The type of Dirichlet characters of level n.

theorem DirichletCharacter.toUnitHom_eq_char' {R : Type} [CommMonoidWithZero R] {n : ℕ} (χ : DirichletCharacter R n) {a : ZMod n} (ha : IsUnit a) : ↑χ a = ↑(↑(MulChar.toUnitHom χ) (IsUnit.unit ha))

theorem DirichletCharacter.toUnitHom_eq_iff {R : Type} [CommMonoidWithZero R] {n : ℕ} (χ : DirichletCharacter R n) (ψ : DirichletCharacter R n) : MulChar.toUnitHom χ = MulChar.toUnitHom ψ ↔ χ = ψ

theorem DirichletCharacter.eval_modulus_sub {R : Type} [CommMonoidWithZero R] {n : ℕ} (χ : DirichletCharacter R n) (x : ZMod n) : ↑χ (↑n - x) = ↑χ (-x)

theorem DirichletCharacter.periodic {R : Type} [CommMonoidWithZero R] {n : ℕ} (χ : DirichletCharacter R n) {m : ℕ} (hm : n ∣ m) : Function.Periodic ↑χ ↑m

noncomputable def DirichletCharacter.changeLevel {R : Type} [CommMonoidWithZero R] {n : ℕ} {m : ℕ} (hm : n ∣ m) : DirichletCharacter R n →* DirichletCharacter R m

A function that modifies the level of a Dirichlet character to some multiple of its original level.

theorem DirichletCharacter.changeLevel_def {R : Type} [CommMonoidWithZero R] {n : ℕ} (χ : DirichletCharacter R n) {m : ℕ} (hm : n ∣ m) : ↑(DirichletCharacter.changeLevel hm) χ = MulChar.ofUnitHom (MonoidHom.comp (MulChar.toUnitHom χ) (ZMod.unitsMap hm))

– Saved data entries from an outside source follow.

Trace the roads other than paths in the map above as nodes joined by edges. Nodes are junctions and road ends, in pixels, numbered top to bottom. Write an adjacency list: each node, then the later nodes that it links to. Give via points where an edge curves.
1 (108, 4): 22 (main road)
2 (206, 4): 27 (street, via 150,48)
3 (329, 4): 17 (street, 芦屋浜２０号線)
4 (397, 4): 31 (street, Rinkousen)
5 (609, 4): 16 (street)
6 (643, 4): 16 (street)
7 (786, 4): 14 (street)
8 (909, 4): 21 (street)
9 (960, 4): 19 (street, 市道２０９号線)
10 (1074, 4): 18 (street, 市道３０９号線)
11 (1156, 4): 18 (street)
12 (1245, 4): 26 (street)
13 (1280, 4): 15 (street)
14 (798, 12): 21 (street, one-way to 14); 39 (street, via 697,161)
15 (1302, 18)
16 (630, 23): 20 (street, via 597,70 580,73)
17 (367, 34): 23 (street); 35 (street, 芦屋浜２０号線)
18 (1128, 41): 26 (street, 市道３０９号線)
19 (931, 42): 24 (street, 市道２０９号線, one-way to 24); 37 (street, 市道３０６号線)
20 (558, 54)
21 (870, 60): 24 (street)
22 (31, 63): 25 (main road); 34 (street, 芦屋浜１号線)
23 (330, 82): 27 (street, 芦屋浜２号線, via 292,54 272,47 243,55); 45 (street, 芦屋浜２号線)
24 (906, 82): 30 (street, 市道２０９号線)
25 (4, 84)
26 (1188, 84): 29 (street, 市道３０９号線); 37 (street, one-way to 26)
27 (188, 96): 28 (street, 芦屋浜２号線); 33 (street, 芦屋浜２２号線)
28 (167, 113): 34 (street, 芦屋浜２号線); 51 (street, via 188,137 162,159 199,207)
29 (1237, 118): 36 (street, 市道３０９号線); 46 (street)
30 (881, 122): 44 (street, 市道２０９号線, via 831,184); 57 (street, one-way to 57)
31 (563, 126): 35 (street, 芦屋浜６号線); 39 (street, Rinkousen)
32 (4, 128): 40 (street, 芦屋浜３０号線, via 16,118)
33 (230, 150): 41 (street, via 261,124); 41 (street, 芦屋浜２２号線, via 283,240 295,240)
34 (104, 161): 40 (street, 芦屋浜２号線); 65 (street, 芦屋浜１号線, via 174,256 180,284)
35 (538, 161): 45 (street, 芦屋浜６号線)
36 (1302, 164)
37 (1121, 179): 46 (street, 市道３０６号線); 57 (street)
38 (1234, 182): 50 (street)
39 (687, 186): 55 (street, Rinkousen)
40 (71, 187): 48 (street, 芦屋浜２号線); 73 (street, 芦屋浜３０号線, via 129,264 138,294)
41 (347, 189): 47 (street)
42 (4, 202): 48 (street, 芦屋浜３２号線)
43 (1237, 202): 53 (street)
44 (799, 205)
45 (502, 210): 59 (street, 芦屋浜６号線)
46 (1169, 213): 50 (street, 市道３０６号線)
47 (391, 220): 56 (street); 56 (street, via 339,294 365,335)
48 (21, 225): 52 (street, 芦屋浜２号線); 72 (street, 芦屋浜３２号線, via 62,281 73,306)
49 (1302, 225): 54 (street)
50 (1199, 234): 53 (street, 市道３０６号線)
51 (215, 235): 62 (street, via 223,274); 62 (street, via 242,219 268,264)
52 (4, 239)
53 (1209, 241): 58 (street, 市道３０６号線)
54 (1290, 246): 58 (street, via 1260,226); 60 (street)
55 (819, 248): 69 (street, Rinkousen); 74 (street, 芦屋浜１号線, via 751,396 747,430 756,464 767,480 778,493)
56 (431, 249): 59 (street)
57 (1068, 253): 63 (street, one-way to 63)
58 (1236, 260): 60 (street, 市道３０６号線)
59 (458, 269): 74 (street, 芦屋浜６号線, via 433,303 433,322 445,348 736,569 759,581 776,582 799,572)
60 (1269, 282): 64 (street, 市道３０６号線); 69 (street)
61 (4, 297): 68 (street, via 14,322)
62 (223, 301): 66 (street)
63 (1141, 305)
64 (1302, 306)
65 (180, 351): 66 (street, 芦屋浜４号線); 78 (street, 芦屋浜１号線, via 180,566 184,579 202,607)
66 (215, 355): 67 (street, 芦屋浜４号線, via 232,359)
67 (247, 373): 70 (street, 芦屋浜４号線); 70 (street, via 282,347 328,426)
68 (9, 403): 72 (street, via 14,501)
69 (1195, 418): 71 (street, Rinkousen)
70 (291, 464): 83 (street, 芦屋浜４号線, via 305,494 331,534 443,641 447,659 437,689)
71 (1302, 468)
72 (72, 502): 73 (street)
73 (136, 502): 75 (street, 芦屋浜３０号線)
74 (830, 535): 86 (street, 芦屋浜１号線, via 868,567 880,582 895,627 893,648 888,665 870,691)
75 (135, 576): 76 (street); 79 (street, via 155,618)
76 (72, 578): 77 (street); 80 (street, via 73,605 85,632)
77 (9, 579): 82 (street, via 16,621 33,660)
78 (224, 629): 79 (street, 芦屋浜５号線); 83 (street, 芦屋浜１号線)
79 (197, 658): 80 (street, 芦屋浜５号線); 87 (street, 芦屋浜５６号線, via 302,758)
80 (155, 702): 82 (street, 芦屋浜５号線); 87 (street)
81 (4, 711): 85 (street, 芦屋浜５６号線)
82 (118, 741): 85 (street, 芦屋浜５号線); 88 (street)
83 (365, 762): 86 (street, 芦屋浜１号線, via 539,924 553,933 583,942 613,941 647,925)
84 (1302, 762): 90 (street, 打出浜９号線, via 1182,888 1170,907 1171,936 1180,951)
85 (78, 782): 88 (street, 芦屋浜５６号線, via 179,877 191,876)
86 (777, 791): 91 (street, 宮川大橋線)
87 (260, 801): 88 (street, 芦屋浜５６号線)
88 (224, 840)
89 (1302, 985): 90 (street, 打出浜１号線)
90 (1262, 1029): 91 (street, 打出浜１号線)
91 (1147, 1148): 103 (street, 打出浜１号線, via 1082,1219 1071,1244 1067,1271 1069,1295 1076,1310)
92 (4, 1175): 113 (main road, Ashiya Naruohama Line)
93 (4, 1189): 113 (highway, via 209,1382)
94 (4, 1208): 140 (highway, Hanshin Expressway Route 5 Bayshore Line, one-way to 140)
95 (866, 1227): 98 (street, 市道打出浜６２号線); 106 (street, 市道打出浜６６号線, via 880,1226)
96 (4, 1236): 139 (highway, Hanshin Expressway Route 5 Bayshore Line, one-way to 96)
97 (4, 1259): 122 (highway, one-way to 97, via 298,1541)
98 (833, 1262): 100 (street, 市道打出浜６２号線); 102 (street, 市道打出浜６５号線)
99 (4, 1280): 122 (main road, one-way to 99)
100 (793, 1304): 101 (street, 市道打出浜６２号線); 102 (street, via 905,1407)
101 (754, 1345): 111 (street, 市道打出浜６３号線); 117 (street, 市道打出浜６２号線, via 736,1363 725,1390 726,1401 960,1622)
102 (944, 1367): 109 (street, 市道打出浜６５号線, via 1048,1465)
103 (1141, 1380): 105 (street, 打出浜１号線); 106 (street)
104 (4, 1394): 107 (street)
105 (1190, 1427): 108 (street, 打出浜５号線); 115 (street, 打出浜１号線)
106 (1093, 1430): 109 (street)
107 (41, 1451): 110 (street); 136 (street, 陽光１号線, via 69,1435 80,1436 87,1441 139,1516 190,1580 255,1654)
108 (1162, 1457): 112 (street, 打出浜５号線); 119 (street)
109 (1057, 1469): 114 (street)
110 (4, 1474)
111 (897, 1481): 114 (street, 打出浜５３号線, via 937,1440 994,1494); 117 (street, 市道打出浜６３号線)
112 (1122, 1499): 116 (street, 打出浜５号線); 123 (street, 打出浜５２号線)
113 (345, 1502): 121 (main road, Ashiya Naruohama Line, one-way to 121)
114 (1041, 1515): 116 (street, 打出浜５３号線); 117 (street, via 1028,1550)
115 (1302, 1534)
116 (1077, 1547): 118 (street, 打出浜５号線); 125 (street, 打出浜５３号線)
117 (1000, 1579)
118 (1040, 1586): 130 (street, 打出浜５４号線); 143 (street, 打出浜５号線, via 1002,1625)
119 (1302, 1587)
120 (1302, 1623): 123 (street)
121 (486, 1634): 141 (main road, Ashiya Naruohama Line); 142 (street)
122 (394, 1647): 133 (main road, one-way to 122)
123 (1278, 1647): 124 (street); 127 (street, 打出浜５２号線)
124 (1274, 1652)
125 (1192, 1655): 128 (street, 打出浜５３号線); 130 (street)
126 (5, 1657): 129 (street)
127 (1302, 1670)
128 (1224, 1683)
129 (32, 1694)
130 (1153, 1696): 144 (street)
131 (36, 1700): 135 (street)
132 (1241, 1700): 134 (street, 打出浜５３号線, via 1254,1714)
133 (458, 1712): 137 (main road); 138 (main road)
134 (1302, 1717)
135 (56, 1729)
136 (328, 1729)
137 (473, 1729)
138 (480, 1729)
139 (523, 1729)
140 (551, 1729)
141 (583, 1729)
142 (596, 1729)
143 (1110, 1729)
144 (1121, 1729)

theorem DirichletCharacter.changeLevel_def' {R : Type} [CommMonoidWithZero R] {n : ℕ} (χ : DirichletCharacter R n) {m : ℕ} (hm : n ∣ m) : MulChar.toUnitHom (↑(DirichletCharacter.changeLevel hm) χ) = MonoidHom.comp (MulChar.toUnitHom χ) (ZMod.unitsMap hm)

@[simp]

theorem DirichletCharacter.changeLevel_self {R : Type} [CommMonoidWithZero R] {n : ℕ} (χ : DirichletCharacter R n) : ↑(DirichletCharacter.changeLevel (_ : n ∣ n)) χ = χ

theorem DirichletCharacter.changeLevel_self_toUnitHom {R : Type} [CommMonoidWithZero R] {n : ℕ} (χ : DirichletCharacter R n) : MulChar.toUnitHom (↑(DirichletCharacter.changeLevel (_ : n ∣ n)) χ) = MulChar.toUnitHom χ

theorem DirichletCharacter.changeLevel_trans {R : Type} [CommMonoidWithZero R] {n : ℕ} (χ : DirichletCharacter R n) {m : ℕ} {d : ℕ} (hm : n ∣ m) (hd : m ∣ d) : ↑(DirichletCharacter.changeLevel (_ : n ∣ d)) χ = ↑(DirichletCharacter.changeLevel hd) (↑(DirichletCharacter.changeLevel hm) χ)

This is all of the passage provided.